A couple of weeks later, I ventured outside to the mailbox to find an envelope bearing a return address in Plains, Georgia–the same address I was to discover later where Carter in 1961 had built a modest, ranch-style home while helping run his family’s peanut farm and warehouse business, and where he and his wife, Rosalynn, still resided. Folded inside the envelope was the original letter I had sent him as Fred Grimes. Hand-written on the upper-right corner was a note from Carter himself:

“Fred—Thanks for your idea. When all the poor have homes, we can start on the rich. –Jimmy C.”

That letter, and dozens of others from Fred, along with their responses, would eventually find their way into a modest, nonfiction book–Dear Ernest and Julio, the Ordinary Guy’s Search for the Extraordinary Job, by Fred Grimes, with David Freed. Published by St. Martin’s Press, it’s been out of print for a while, but you can still find used copies for cheap on eBay if you’re at all interested.
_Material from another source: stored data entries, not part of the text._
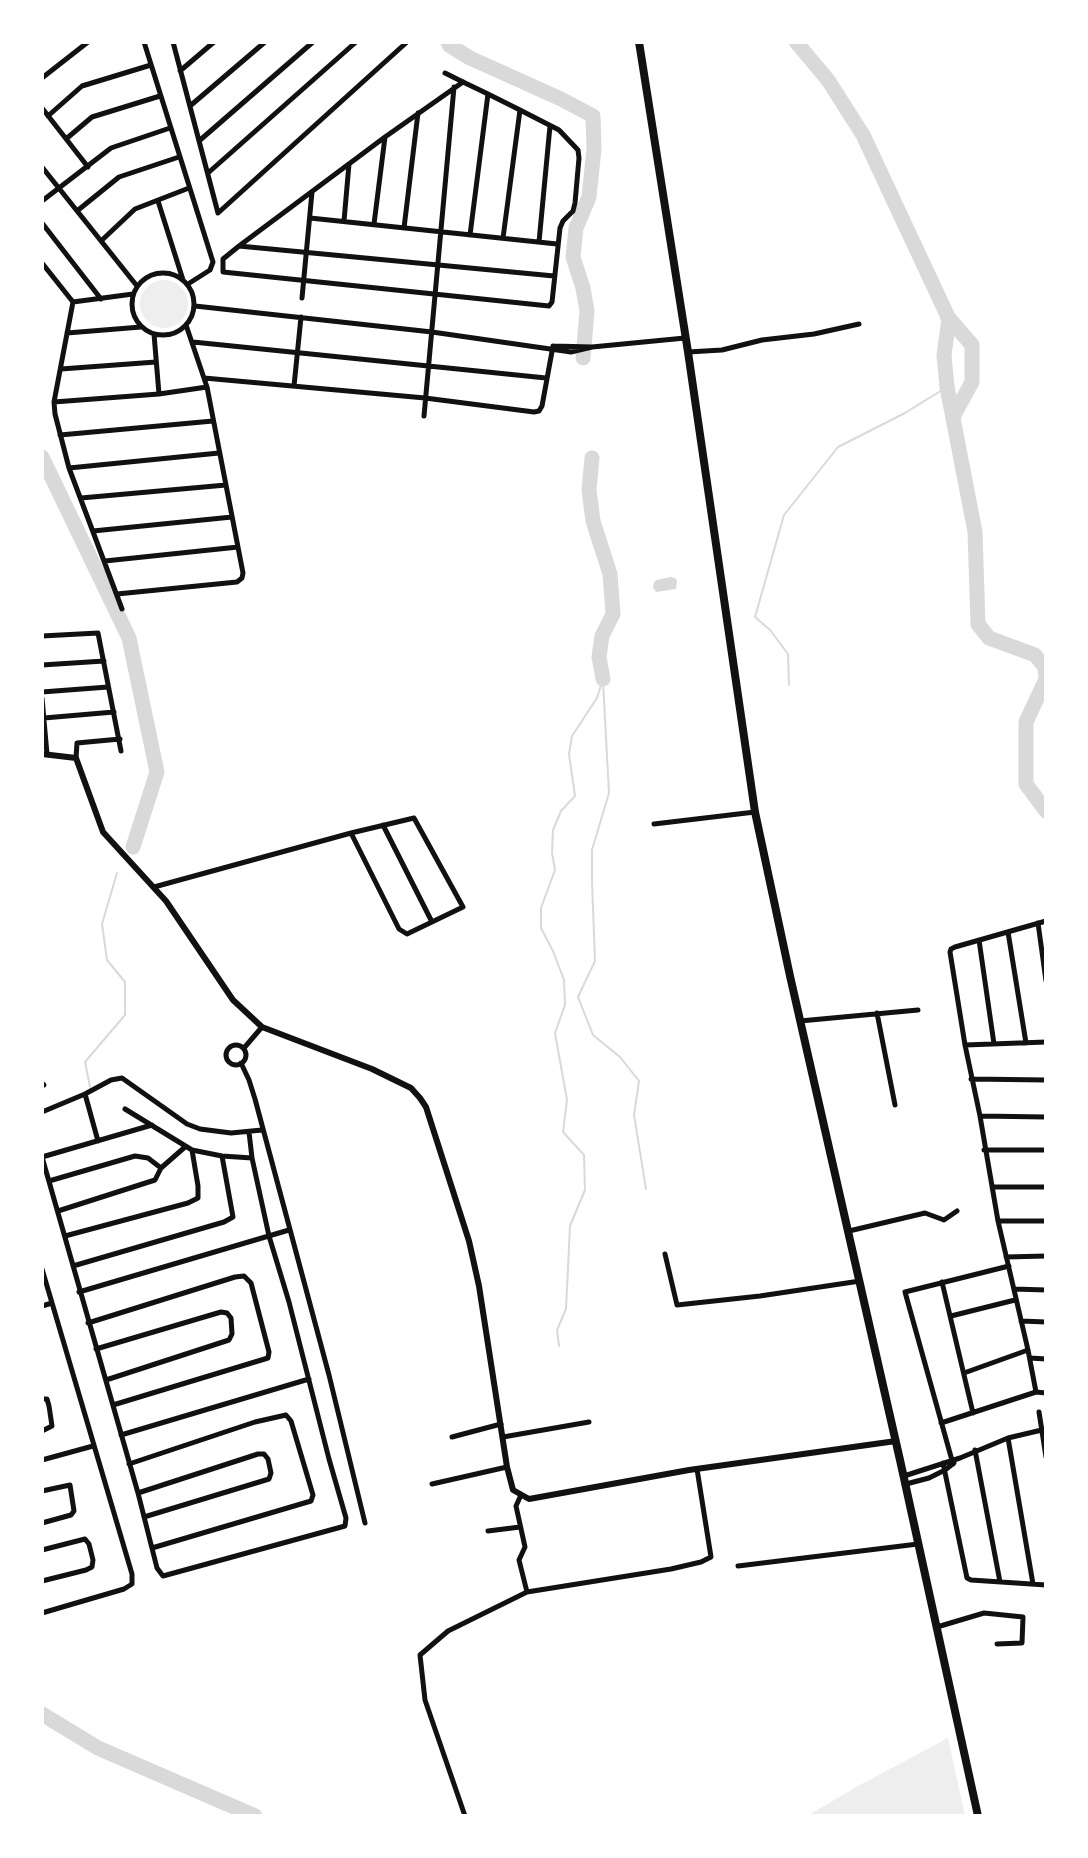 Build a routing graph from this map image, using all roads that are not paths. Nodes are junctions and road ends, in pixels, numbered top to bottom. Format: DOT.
graph roads {
  1 [pos="88,42"];
  2 [pos="144,42"];
  3 [pos="173,42"];
  4 [pos="214,42"];
  5 [pos="265,42"];
  6 [pos="313,42"];
  7 [pos="356,42"];
  8 [pos="407,42"];
  9 [pos="638,42"];
  10 [pos="151,65"];
  11 [pos="180,71"];
  12 [pos="445,73"];
  13 [pos="42,78"];
  14 [pos="463,82"];
  15 [pos="454,87"];
  16 [pos="488,94"];
  17 [pos="160,96"];
  18 [pos="190,106"];
  19 [pos="42,108"];
  20 [pos="520,110"];
  21 [pos="418,113"];
  22 [pos="48,116"];
  23 [pos="550,126"];
  24 [pos="170,128"];
  25 [pos="385,137"];
  26 [pos="66,139"];
  27 [pos="199,141"];
  28 [pos="179,157"];
  29 [pos="349,164"];
  30 [pos="42,167"];
  31 [pos="88,167"];
  32 [pos="208,173"];
  33 [pos="59,188"];
  34 [pos="189,188"];
  35 [pos="312,192"];
  36 [pos="42,201"];
  37 [pos="158,201"];
  38 [pos="77,211"];
  39 [pos="310,218"];
  40 [pos="344,221"];
  41 [pos="42,223"];
  42 [pos="374,225"];
  43 [pos="404,228"];
  44 [pos="442,232"];
  45 [pos="470,235"];
  46 [pos="503,238"];
  47 [pos="101,241"];
  48 [pos="539,242"];
  49 [pos="557,244"];
  50 [pos="239,246"];
  51 [pos="307,253"];
  52 [pos="42,263"];
  53 [pos="438,265"];
  54 [pos="554,276"];
  55 [pos="305,281"];
  56 [pos="185,282"];
  57 [pos="137,286"];
  58 [pos="133,294"];
  59 [pos="435,296"];
  60 [pos="302,298"];
  61 [pos="101,299"];
  62 [pos="73,302"];
  63 [pos="195,306"];
  64 [pos="301,317"];
  65 [pos="859,324"];
  66 [pos="186,325"];
  67 [pos="141,327"];
  68 [pos="432,332"];
  69 [pos="67,333"];
  70 [pos="154,334"];
  71 [pos="685,338"];
  72 [pos="193,342"];
  73 [pos="553,348"];
  74 [pos="297,352"];
  75 [pos="688,352"];
  76 [pos="156,362"];
  77 [pos="428,366"];
  78 [pos="61,369"];
  79 [pos="204,378"];
  80 [pos="546,378"];
  81 [pos="294,386"];
  82 [pos="207,387"];
  83 [pos="159,394"];
  84 [pos="425,398"];
  85 [pos="54,402"];
  86 [pos="424,416"];
  87 [pos="213,421"];
  88 [pos="60,435"];
  89 [pos="219,453"];
  90 [pos="69,468"];
  91 [pos="226,485"];
  92 [pos="81,498"];
  93 [pos="232,517"];
  94 [pos="93,531"];
  95 [pos="238,547"];
  96 [pos="105,561"];
  97 [pos="117,594"];
  98 [pos="122,609"];
  99 [pos="42,636"];
  100 [pos="104,661"];
  101 [pos="42,665"];
  102 [pos="108,687"];
  103 [pos="42,692"];
  104 [pos="42,698"];
  105 [pos="114,712"];
  106 [pos="44,718"];
  107 [pos="120,739"];
  108 [pos="121,751"];
  109 [pos="44,754"];
  110 [pos="76,758"];
  111 [pos="755,812"];
  112 [pos="654,824"];
  113 [pos="383,825"];
  114 [pos="351,833"];
  115 [pos="154,887"];
  116 [pos="1046,921"];
  117 [pos="432,922"];
  118 [pos="1038,923"];
  119 [pos="1008,932"];
  120 [pos="979,940"];
  121 [pos="1046,981"];
  122 [pos="918,1010"];
  123 [pos="877,1013"];
  124 [pos="800,1021"];
  125 [pos="262,1027"];
  126 [pos="1046,1042"];
  127 [pos="1026,1043"];
  128 [pos="994,1044"];
  129 [pos="964,1045"];
  130 [pos="243,1048"];
  131 [pos="241,1063"];
  132 [pos="971,1079"];
  133 [pos="1046,1080"];
  134 [pos="85,1094"];
  135 [pos="895,1105"];
  136 [pos="124,1109"];
  137 [pos="42,1112"];
  138 [pos="980,1116"];
  139 [pos="1046,1117"];
  140 [pos="152,1125"];
  141 [pos="262,1130"];
  142 [pos="249,1132"];
  143 [pos="98,1141"];
  144 [pos="185,1147"];
  145 [pos="192,1149"];
  146 [pos="984,1150"];
  147 [pos="1046,1150"];
  148 [pos="222,1156"];
  149 [pos="42,1157"];
  150 [pos="252,1158"];
  151 [pos="161,1168"];
  152 [pos="49,1181"];
  153 [pos="992,1187"];
  154 [pos="1046,1187"];
  155 [pos="58,1211"];
  156 [pos="957,1211"];
  157 [pos="998,1221"];
  158 [pos="1046,1221"];
  159 [pos="289,1230"];
  160 [pos="849,1231"];
  161 [pos="65,1236"];
  162 [pos="269,1236"];
  163 [pos="665,1254"];
  164 [pos="1046,1256"];
  165 [pos="1006,1257"];
  166 [pos="73,1266"];
  167 [pos="1008,1266"];
  168 [pos="42,1269"];
  169 [pos="860,1281"];
  170 [pos="942,1282"];
  171 [pos="1014,1289"];
  172 [pos="1046,1290"];
  173 [pos="79,1292"];
  174 [pos="1015,1300"];
  175 [pos="52,1303"];
  176 [pos="42,1306"];
  177 [pos="951,1316"];
  178 [pos="1021,1321"];
  179 [pos="1046,1322"];
  180 [pos="88,1323"];
  181 [pos="96,1349"];
  182 [pos="1028,1350"];
  183 [pos="1030,1358"];
  184 [pos="1046,1359"];
  185 [pos="964,1372"];
  186 [pos="309,1379"];
  187 [pos="106,1380"];
  188 [pos="1036,1392"];
  189 [pos="1046,1393"];
  190 [pos="42,1399"];
  191 [pos="113,1405"];
  192 [pos="1039,1412"];
  193 [pos="973,1413"];
  194 [pos="590,1422"];
  195 [pos="941,1423"];
  196 [pos="501,1424"];
  197 [pos="1044,1429"];
  198 [pos="42,1431"];
  199 [pos="121,1435"];
  200 [pos="452,1437"];
  201 [pos="503,1437"];
  202 [pos="1008,1438"];
  203 [pos="896,1441"];
  204 [pos="93,1446"];
  205 [pos="975,1450"];
  206 [pos="1046,1457"];
  207 [pos="42,1460"];
  208 [pos="953,1462"];
  209 [pos="943,1463"];
  210 [pos="129,1464"];
  211 [pos="507,1467"];
  212 [pos="697,1469"];
  213 [pos="945,1470"];
  214 [pos="905,1480"];
  215 [pos="432,1484"];
  216 [pos="42,1491"];
  217 [pos="138,1493"];
  218 [pos="521,1495"];
  219 [pos="144,1517"];
  220 [pos="42,1523"];
  221 [pos="365,1523"];
  222 [pos="520,1527"];
  223 [pos="488,1531"];
  224 [pos="918,1544"];
  225 [pos="152,1548"];
  226 [pos="42,1550"];
  227 [pos="738,1566"];
  228 [pos="42,1581"];
  229 [pos="1000,1582"];
  230 [pos="1033,1584"];
  231 [pos="1046,1585"];
  232 [pos="527,1592"];
  233 [pos="42,1613"];
  234 [pos="936,1627"];
  235 [pos="997,1644"];
  236 [pos="465,1816"];
  237 [pos="978,1816"];
  1 -- 13 [label="street"];
  2 -- 10 [label="street"];
  3 -- 11 [label="street"];
  4 -- 11 [label="street"];
  5 -- 18 [label="street"];
  6 -- 27 [label="street"];
  7 -- 32 [label="street"];
  8 -- 32 [label="street"];
  9 -- 71 [label="main road"];
  10 -- 17 [label="street"];
  10 -- 22 [label="street"];
  11 -- 18 [label="street"];
  12 -- 14 [label="street"];
  14 -- 15 [label="street"];
  14 -- 16 [label="street"];
  15 -- 21 [label="street"];
  15 -- 44 [label="street"];
  16 -- 20 [label="street"];
  16 -- 45 [label="street"];
  17 -- 24 [label="street"];
  17 -- 26 [label="street"];
  18 -- 27 [label="street"];
  19 -- 22 [label="street"];
  20 -- 23 [label="street"];
  20 -- 46 [label="street"];
  21 -- 25 [label="street"];
  21 -- 43 [label="street"];
  22 -- 26 [label="street"];
  23 -- 48 [label="street"];
  23 -- 49 [label="street"];
  24 -- 28 [label="street"];
  24 -- 31 [label="street"];
  25 -- 29 [label="street"];
  25 -- 42 [label="street"];
  26 -- 31 [label="street"];
  27 -- 32 [label="street"];
  28 -- 34 [label="street"];
  28 -- 38 [label="street"];
  29 -- 35 [label="street"];
  29 -- 40 [label="street"];
  30 -- 33 [label="street"];
  31 -- 33 [label="street"];
  33 -- 36 [label="street"];
  33 -- 38 [label="street"];
  34 -- 37 [label="street"];
  34 -- 56 [label="street"];
  35 -- 39 [label="street"];
  35 -- 50 [label="street"];
  37 -- 47 [label="street"];
  37 -- 56 [label="street"];
  38 -- 47 [label="street"];
  39 -- 40 [label="street"];
  39 -- 51 [label="street"];
  40 -- 42 [label="street"];
  41 -- 61 [label="street"];
  42 -- 43 [label="street"];
  43 -- 44 [label="street"];
  44 -- 45 [label="street"];
  44 -- 53 [label="street"];
  45 -- 46 [label="street"];
  46 -- 48 [label="street"];
  47 -- 57 [label="street"];
  48 -- 49 [label="street"];
  49 -- 54 [label="street"];
  50 -- 51 [label="street"];
  50 -- 55 [label="street"];
  51 -- 53 [label="street"];
  51 -- 55 [label="street"];
  52 -- 62 [label="street"];
  53 -- 54 [label="street"];
  53 -- 59 [label="street"];
  54 -- 59 [label="street"];
  55 -- 59 [label="street"];
  55 -- 60 [label="street"];
  56 -- 57 [label="street"];
  56 -- 63 [label="street"];
  57 -- 58 [label="street"];
  58 -- 61 [label="street"];
  58 -- 67 [label="street"];
  59 -- 68 [label="street"];
  61 -- 62 [label="street"];
  62 -- 69 [label="street"];
  63 -- 64 [label="street"];
  63 -- 66 [label="street"];
  64 -- 68 [label="street"];
  64 -- 74 [label="street"];
  65 -- 75 [label="street"];
  66 -- 70 [label="street"];
  66 -- 72 [label="street"];
  67 -- 69 [label="street"];
  67 -- 70 [label="street"];
  68 -- 73 [label="street"];
  68 -- 77 [label="street"];
  69 -- 78 [label="street"];
  70 -- 76 [label="street"];
  71 -- 73 [label="street"];
  71 -- 75 [label="main road"];
  72 -- 74 [label="street"];
  72 -- 79 [label="street"];
  73 -- 80 [label="street"];
  74 -- 77 [label="street"];
  74 -- 81 [label="street"];
  75 -- 111 [label="main road"];
  76 -- 78 [label="street"];
  76 -- 83 [label="street"];
  77 -- 80 [label="street"];
  77 -- 84 [label="street"];
  78 -- 85 [label="street"];
  79 -- 81 [label="street"];
  79 -- 82 [label="street"];
  80 -- 84 [label="street"];
  81 -- 84 [label="street"];
  82 -- 83 [label="street"];
  82 -- 87 [label="street"];
  83 -- 85 [label="street"];
  84 -- 86 [label="street"];
  85 -- 88 [label="street"];
  87 -- 88 [label="street"];
  87 -- 89 [label="street"];
  88 -- 90 [label="street"];
  89 -- 90 [label="street"];
  89 -- 91 [label="street"];
  90 -- 92 [label="street"];
  91 -- 92 [label="street"];
  91 -- 93 [label="street"];
  92 -- 94 [label="street"];
  93 -- 94 [label="street"];
  93 -- 95 [label="street"];
  94 -- 96 [label="street"];
  95 -- 96 [label="street"];
  95 -- 97 [label="street"];
  96 -- 97 [label="street"];
  97 -- 98 [label="street"];
  99 -- 100 [label="street"];
  100 -- 101 [label="street"];
  100 -- 102 [label="street"];
  102 -- 103 [label="street"];
  102 -- 105 [label="street"];
  104 -- 106 [label="street"];
  105 -- 106 [label="street"];
  105 -- 107 [label="street"];
  106 -- 109 [label="street"];
  107 -- 108 [label="street"];
  107 -- 110 [label="street"];
  109 -- 110 [label="street"];
  110 -- 115 [label="street"];
  111 -- 112 [label="street"];
  111 -- 124 [label="main road"];
  113 -- 114 [label="street"];
  113 -- 117 [label="street"];
  113 -- 117 [label="street"];
  114 -- 115 [label="street"];
  114 -- 117 [label="street"];
  115 -- 125 [label="street"];
  116 -- 118 [label="street"];
  118 -- 119 [label="street"];
  118 -- 121 [label="street"];
  119 -- 120 [label="street"];
  119 -- 127 [label="street"];
  120 -- 128 [label="street"];
  120 -- 129 [label="street"];
  122 -- 123 [label="street"];
  123 -- 124 [label="street"];
  123 -- 135 [label="street"];
  124 -- 160 [label="main road"];
  125 -- 130 [label="street"];
  125 -- 196 [label="street"];
  126 -- 127 [label="street"];
  127 -- 128 [label="street"];
  128 -- 129 [label="street"];
  129 -- 132 [label="street"];
  130 -- 131 [label="street"];
  130 -- 131 [label="street"];
  131 -- 141 [label="street"];
  132 -- 133 [label="street"];
  132 -- 138 [label="street"];
  134 -- 137 [label="street"];
  134 -- 142 [label="street"];
  134 -- 143 [label="street"];
  136 -- 140 [label="street"];
  138 -- 139 [label="street"];
  138 -- 146 [label="street"];
  140 -- 143 [label="street"];
  140 -- 144 [label="street"];
  141 -- 142 [label="street"];
  141 -- 159 [label="street"];
  142 -- 150 [label="street"];
  143 -- 149 [label="street"];
  144 -- 145 [label="street"];
  144 -- 151 [label="street"];
  145 -- 148 [label="street"];
  145 -- 161 [label="street"];
  146 -- 147 [label="street"];
  146 -- 153 [label="street"];
  148 -- 150 [label="street"];
  148 -- 166 [label="street"];
  149 -- 152 [label="street"];
  150 -- 162 [label="street"];
  151 -- 152 [label="street"];
  151 -- 155 [label="street"];
  152 -- 155 [label="street"];
  153 -- 154 [label="street"];
  153 -- 157 [label="street"];
  155 -- 161 [label="street"];
  156 -- 160 [label="street"];
  157 -- 158 [label="street"];
  157 -- 165 [label="street"];
  159 -- 162 [label="street"];
  159 -- 221 [label="street"];
  160 -- 169 [label="main road"];
  161 -- 166 [label="street"];
  162 -- 173 [label="street"];
  162 -- 186 [label="street"];
  163 -- 169 [label="street"];
  164 -- 165 [label="street"];
  165 -- 167 [label="street"];
  166 -- 173 [label="street"];
  167 -- 170 [label="street"];
  167 -- 171 [label="street"];
  168 -- 175 [label="street"];
  169 -- 203 [label="main road"];
  170 -- 177 [label="street"];
  170 -- 195 [label="street"];
  171 -- 172 [label="street"];
  171 -- 174 [label="street"];
  173 -- 180 [label="street"];
  174 -- 177 [label="street"];
  174 -- 178 [label="street"];
  175 -- 176 [label="street"];
  175 -- 204 [label="street"];
  177 -- 185 [label="street"];
  178 -- 179 [label="street"];
  178 -- 182 [label="street"];
  180 -- 181 [label="street"];
  180 -- 191 [label="street"];
  181 -- 187 [label="street"];
  181 -- 187 [label="street"];
  182 -- 183 [label="street"];
  182 -- 185 [label="street"];
  183 -- 184 [label="street"];
  183 -- 188 [label="street"];
  185 -- 193 [label="street"];
  186 -- 199 [label="street"];
  186 -- 225 [label="street"];
  187 -- 191 [label="street"];
  188 -- 189 [label="street"];
  188 -- 193 [label="street"];
  190 -- 198 [label="street"];
  191 -- 199 [label="street"];
  192 -- 197 [label="street"];
  193 -- 195 [label="street"];
  194 -- 201 [label="street"];
  195 -- 208 [label="street"];
  196 -- 200 [label="street"];
  196 -- 201 [label="street"];
  197 -- 202 [label="street"];
  197 -- 206 [label="street"];
  199 -- 210 [label="street"];
  201 -- 211 [label="street"];
  202 -- 205 [label="street"];
  202 -- 230 [label="street"];
  203 -- 212 [label="street"];
  203 -- 214 [label="main road"];
  204 -- 207 [label="street"];
  204 -- 233 [label="street"];
  205 -- 208 [label="street"];
  205 -- 229 [label="street"];
  208 -- 209 [label="street"];
  208 -- 213 [label="street"];
  209 -- 213 [label="street"];
  209 -- 214 [label="street"];
  210 -- 217 [label="street"];
  210 -- 225 [label="street"];
  211 -- 215 [label="street"];
  211 -- 218 [label="street"];
  212 -- 218 [label="street"];
  212 -- 232 [label="street"];
  213 -- 214 [label="street"];
  213 -- 229 [label="street"];
  214 -- 224 [label="main road"];
  216 -- 220 [label="street"];
  217 -- 219 [label="street"];
  217 -- 219 [label="street"];
  218 -- 222 [label="street"];
  219 -- 225 [label="street"];
  222 -- 223 [label="street"];
  222 -- 232 [label="street"];
  224 -- 227 [label="street"];
  224 -- 234 [label="main road"];
  226 -- 228 [label="street"];
  229 -- 230 [label="street"];
  230 -- 231 [label="street"];
  232 -- 236 [label="street"];
  234 -- 235 [label="street"];
  234 -- 237 [label="main road"];
}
Not long after Dear Ernest and Julio was published, my wife and I visited Plains, Georgia. It was an easy drive from Albany, Georgia, where I was born, and not far from Fort Benning, where our then-19-year-old son, who today is a US Army major stationed at the Pentagon, was graduating from Airborne School. I was stunned to discover that Plains was little more than a few old storefronts with a wooden sidewalk out front and a set of railroad tracks out back where they loaded harvested peanuts into hopper cars. The town was so small, West Main Street, the main drag, ran a couple of blocks at most, with businesses occupying only one side of the street. How was it possible, I marveled, that so seemingly inconsequential a place could’ve spawned an American President?

Jimmy Carter, who passed away yesterday at age 100, led a life that was anything but inconsequential. His four years in office may have been marred by the failed rescue attempt he authorized in 1980 to free 52 Americans held hostage in Iran, but history in the end will remember him fondly as a humble, decent leader who genuinely cared for people and did what he could to help them, who built houses for the poor rather than the rich, and who demonstrated at every turn the kind of selflessness and personal integrity sadly found in short supply these days in Washington, D.C.